Sure, they take up a bit of space, but there's no substitute for the convenience of having a big weather widget right on your home screen, or a music widget to show you the currently playing track. Even more useful are the to-do list widgets, that take an 'in your face' approach to productivity, which is not only effective but necessary from people, as they don't require you to actually look for your to-do list--they're always reminding you of what you need to do. If you've jailbroken, you can get widget-like apps for the iPhone, but you can only put them on your lock screen--not the actual home screens that you're always swiping through.

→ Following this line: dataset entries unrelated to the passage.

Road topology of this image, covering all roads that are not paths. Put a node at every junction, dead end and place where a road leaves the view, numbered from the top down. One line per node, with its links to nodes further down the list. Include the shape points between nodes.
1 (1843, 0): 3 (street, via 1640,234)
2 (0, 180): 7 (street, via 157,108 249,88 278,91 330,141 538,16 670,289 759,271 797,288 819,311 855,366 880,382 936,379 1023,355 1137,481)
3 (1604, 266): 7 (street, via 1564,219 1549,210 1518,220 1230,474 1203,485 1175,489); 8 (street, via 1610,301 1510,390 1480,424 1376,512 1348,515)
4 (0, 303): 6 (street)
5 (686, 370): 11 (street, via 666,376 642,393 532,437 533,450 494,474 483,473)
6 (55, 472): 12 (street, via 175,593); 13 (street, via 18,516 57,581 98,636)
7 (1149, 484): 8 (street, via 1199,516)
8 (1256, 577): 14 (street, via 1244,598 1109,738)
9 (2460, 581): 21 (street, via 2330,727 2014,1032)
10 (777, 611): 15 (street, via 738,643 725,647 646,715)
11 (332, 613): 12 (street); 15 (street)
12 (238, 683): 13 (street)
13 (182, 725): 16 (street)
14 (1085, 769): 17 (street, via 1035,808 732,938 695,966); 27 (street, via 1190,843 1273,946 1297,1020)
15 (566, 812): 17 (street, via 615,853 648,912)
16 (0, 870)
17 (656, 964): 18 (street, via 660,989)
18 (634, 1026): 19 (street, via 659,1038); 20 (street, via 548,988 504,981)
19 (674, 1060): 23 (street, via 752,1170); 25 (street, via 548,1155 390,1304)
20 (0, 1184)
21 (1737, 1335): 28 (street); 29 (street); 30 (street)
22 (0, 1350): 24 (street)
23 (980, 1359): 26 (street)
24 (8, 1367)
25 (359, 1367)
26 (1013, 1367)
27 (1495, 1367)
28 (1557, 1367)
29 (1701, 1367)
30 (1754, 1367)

Browsing for and discovering new apps should be fun, not challenge to make it through a tiny app store with your sanity intact. The App Store and Cydia App Store aren't exactly fun to browse on your phone, but you either have to download apps on your phone or plug it into iTunes to sync them all over. With the new Android Market, or with third-party sites like AppBrain, you can find a cool app, hit the install button, and it'll be on your phone the next time you pick it up. It doesn't get much more convenient than that.
While there are a lot of third-party apps that give you advanced features on Android, one of the coolest parts about the entire OS being open source is that people can take it, tweak it all over, and install their version instead of the one that comes with your phone. Whether it's the feature-filled CyanogenMod or the interface-overhauling MIUI ROM, there's little limit to how much you can tweak your Android experience. As with launchers, these give you a lot of system-level tweaks that you just wouldn't be able to get this easily on other platforms--and it puts them easily within users' reach. Whether it's tweaks that speed up your phone or features like FM radio, custom ROMs are without a doubt one of the biggest advantages to Android's openness around.
This one's a little more out there, but we've featured quite a few apps that let you actually control your Android phone from your PC--whether you just want to send texts from Chrome or access any of its other functions right from a web browser. Yes, you can VNC into your iPhone, but it's not the same as using a separate app that accesses its baser functions.
Say what you want about Flash, but it's everywhere you go, and when you're forced to view the web without it, you realise how much you actually rely on it day-to-day. Whether its accessing fully Flash web sites, watching Flash videos, or playing games like the ones on Kongregate, having Flash installed on your phone and tablet let you access a lot of things you otherwise couldn't have. We may grimace when we hear its name, but it's too prevalent to go without. It just feels like you don't have the whole web at your fingertips.
Google Voice may finally be available for the iPhone, but the experience will never be the same as it is on Android. Other iPhone apps always direct you to the default dialer and visual voicemail apps, so even if you want to use Google Voice full time, you have to manually navigate it to yourself. On Android, apps like Google Voice integrate directly with the operating system--if you want to make calls with Google Voice, every call you make from the phone's dialer goes through Google Voice. When you click on a phone number in your browser or in Google Maps, it goes through Google Voice instead of sending you to the wrong dialer. True app integration like this makes using custom phone, SMS, voicemail, and even browser apps absolutely seamless on Android, which is something you won't find on the more locked-down iPhone platform.